As with adults, the main types of injuries that teens suffer from include acute injuries and overuse injuries. Both of these types of injuries can involve muscles, ligaments, and bone.
- Acute Injuries are caused by sudden trauma, such as sprains and strains, collisions, contusions, falls and fractures.
- Overuse injuries develop gradually over time, due to poor technique and/or when the body does not have enough time to recover between sessions. Each sport has its own common overuse injuries; for example baseball players often develop elbow injuries, and gymnasts often develop wrist injuries.

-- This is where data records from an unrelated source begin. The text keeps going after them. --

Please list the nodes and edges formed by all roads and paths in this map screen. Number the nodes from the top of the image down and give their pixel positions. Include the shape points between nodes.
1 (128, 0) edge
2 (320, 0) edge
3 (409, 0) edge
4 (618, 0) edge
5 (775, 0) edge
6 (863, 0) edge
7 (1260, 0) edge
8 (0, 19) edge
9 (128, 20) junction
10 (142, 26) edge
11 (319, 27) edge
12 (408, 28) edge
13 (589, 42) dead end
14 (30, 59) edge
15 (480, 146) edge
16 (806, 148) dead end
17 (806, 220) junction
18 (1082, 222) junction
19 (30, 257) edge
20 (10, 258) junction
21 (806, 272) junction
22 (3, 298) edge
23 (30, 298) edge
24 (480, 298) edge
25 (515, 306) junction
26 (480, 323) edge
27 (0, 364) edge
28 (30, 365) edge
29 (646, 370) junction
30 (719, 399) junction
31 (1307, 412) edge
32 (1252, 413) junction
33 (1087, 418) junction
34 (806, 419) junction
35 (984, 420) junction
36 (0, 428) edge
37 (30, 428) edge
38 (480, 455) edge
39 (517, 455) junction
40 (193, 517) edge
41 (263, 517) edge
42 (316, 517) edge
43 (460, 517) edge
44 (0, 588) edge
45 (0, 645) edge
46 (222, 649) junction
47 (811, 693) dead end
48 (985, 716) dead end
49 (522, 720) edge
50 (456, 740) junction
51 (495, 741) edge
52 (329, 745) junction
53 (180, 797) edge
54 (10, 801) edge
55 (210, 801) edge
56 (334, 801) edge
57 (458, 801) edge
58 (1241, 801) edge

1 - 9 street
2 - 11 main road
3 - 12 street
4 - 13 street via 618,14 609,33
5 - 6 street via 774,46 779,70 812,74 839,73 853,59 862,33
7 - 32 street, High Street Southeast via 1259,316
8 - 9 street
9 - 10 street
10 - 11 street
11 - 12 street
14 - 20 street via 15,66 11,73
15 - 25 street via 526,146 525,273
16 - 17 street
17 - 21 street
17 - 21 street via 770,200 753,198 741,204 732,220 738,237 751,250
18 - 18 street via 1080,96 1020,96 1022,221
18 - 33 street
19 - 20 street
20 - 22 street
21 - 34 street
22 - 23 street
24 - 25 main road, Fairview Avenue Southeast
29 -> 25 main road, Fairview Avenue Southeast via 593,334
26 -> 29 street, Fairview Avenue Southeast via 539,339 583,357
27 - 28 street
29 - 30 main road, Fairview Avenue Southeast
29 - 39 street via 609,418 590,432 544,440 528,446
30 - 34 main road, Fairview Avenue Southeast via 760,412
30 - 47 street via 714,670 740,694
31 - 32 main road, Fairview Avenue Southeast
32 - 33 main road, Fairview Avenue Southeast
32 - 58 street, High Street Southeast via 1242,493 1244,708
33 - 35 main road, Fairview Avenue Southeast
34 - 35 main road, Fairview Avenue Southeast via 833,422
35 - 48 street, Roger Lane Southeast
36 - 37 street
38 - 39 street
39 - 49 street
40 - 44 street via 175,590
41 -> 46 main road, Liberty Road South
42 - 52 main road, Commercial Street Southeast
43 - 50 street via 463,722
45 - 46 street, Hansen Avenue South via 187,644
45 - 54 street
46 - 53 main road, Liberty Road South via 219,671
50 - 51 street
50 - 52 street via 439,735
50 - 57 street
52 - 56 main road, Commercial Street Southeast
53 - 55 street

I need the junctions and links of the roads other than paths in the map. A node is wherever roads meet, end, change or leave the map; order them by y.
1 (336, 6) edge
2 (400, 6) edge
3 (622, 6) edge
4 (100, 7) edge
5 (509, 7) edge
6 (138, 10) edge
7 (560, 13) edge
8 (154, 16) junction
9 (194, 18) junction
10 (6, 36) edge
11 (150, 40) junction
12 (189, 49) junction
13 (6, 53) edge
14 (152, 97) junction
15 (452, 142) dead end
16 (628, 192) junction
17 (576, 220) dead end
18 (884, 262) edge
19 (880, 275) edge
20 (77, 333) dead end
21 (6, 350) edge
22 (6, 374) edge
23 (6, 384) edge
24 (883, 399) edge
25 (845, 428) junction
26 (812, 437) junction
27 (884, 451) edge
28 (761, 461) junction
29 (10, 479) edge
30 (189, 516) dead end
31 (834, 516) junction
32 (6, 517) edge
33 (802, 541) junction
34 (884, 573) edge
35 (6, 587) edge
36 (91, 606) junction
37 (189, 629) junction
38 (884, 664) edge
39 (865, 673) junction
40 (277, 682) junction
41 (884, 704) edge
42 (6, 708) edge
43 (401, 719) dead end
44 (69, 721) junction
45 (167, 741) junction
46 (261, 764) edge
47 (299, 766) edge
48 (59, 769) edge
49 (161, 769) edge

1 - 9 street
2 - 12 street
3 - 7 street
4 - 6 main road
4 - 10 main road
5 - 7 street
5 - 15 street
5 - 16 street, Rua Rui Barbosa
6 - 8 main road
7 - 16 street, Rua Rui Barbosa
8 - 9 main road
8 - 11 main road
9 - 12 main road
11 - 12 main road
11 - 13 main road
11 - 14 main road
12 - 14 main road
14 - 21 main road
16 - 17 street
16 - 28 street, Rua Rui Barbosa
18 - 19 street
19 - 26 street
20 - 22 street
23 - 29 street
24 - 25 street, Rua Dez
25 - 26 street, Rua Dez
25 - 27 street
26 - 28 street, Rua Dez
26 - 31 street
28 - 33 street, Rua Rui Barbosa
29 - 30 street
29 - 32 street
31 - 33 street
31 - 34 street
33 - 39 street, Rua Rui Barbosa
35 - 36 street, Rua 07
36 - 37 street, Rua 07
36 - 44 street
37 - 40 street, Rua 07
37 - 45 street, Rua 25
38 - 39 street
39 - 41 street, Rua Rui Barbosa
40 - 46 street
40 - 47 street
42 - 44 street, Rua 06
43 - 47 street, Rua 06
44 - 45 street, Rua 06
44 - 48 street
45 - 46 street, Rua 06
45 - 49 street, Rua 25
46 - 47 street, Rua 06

Stress fractures are another common overuse injury in teen athletes. As new bone develops, it replaces older bone in a process called turnover. If a high school athlete trains too hard, his or her body cannot always make new bone fast enough to replace the old bone. This process weakens the bone, which can lead to stress fractures.
Growth plates are the last area of bone to stop developing. They are areas of cartilage that develop near the ends of the long bones. When an adolescent stops growing, those growth plates harden into bone. Growth plates are vulnerable to fracture during sports activity, and such fractures can disturb bone growth and result in deformity.
How should teenage sports injuries be treated?
Regardless of the type of injury (acute or overuse), sports injuries to adolescents that affect their performance should be seen by a qualified sports physical therapist. Left untreated, sports injuries can lead to permanent disability. Unfortunately, many teens downplay their injuries and insist that they are okay to play. Both parents and coaches need to work together to identify when teenagers have injuries, such as when they seem to be in pain or when they change form or technique.
A sports physical therapist will examine the injury and ask some questions about how it occurred and about the teen’s medical history. If needed, imaging tests may be performed, such as X-rays or magnetic resonance imaging, to assess the state of the underlying bones and soft tissues.
Treatment for the injury will depend on a number of factors, including the location and extent of the injury. Treatment will likely include physical therapy, special exercises and stretches, and perhaps bracing or stabilizing. In cases of serious injury, surgery may be required.